# Thread: Rate Problem? Need some direction

1. ## Rate Problem? Need some direction

Hi. I'm working on what I think is a rate problem but I'm having trouble defining my variables to solve the problem. Will you please help? I've tried a few things but it's all been junk.

Question:
Leila left home at noon, traveling at 24mph. An hour later her brother Josh, driving at 36 mph, set out to overtake her. How long did it take him to meet her?

Thank you so much for your help! My group really appreciates it.

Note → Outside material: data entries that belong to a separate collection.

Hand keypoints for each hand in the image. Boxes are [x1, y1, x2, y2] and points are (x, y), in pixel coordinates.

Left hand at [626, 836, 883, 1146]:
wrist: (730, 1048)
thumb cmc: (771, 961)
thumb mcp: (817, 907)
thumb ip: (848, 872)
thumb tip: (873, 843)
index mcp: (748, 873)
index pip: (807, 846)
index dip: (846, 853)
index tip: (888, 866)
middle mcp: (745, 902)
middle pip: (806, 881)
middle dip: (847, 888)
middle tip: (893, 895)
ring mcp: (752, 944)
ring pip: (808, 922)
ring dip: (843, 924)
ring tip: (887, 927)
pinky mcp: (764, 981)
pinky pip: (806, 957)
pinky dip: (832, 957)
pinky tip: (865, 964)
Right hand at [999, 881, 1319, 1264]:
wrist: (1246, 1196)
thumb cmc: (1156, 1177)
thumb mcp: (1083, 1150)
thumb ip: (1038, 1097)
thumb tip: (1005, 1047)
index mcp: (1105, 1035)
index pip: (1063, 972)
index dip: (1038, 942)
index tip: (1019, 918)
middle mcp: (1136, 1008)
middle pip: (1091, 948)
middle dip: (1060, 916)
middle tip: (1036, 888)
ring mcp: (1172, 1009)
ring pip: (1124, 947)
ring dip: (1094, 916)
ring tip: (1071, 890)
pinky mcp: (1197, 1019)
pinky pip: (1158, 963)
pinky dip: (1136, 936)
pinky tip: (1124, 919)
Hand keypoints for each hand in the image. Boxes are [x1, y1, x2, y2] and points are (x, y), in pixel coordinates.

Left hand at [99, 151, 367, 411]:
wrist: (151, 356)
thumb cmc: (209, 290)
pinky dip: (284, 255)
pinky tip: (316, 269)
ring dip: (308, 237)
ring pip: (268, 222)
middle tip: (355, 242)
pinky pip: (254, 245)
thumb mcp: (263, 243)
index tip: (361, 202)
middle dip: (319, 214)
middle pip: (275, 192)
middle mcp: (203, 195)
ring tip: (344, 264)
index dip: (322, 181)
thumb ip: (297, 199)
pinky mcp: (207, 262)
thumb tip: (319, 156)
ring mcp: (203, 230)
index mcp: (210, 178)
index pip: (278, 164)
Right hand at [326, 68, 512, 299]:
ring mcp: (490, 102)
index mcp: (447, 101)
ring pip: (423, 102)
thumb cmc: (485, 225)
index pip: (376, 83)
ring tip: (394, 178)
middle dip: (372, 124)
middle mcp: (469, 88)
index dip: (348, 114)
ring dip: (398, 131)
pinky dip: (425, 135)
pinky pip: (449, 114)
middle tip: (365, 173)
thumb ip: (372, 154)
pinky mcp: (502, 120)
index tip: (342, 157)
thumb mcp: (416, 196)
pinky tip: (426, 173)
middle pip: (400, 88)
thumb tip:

2. These sequences represent distance travelled after n hours where n=0,1,2,...

Leila:0, 24, 48, 72, ...
Josh:0, 0, 36, 72, ...

Looks like four hours is the answer..

Do you follow?

3. Beautiful work! The logic you provide is very comforting! How would I write them into a system of equations?

4. No matter how I look at it, I system of equations doesn't occur to me. :-(

5. Originally Posted by yvonnehr
Question:
Leila left home at noon, traveling at 24mph. An hour later her brother Josh, driving at 36 mph, set out to overtake her. How long did it take him to meet her?
let $t = 0$ be noon.

distance $L$ travels ... $D_L = 24t$

distance $J$ travels ... $D_J = 36(t-1)$

set the two expressions equal and solve for $t$

6. Originally Posted by skeeter
let $t = 0$ be noon.

distance $L$ travels ... $D_L = 24t$

distance $J$ travels ... $D_J = 36(t-1)$

set the two expressions equal and solve for $t$
I see! And D is the same for both because we are only concerned about the point in which they meet?! Right?

7. Yes. However, note that the question specifically asked "How long did it take him to meet her?"- that is, how long had he been traveling. Since t was taken to be 0 at noon, an hour before he left, the answer to the question is t- 1.

Because, his travel time is what is asked, I would have said "let t be the time Josh travels, in hours. Then Leila travels for t+ 1 hours. Josh will have traveled 36t miles and Leila 24(t+1). Since they "meet" when they have gone the same distance,
36t= 24(t+ 1)". Solving that for t, you should get 1 less than when you solve skeeter's equation.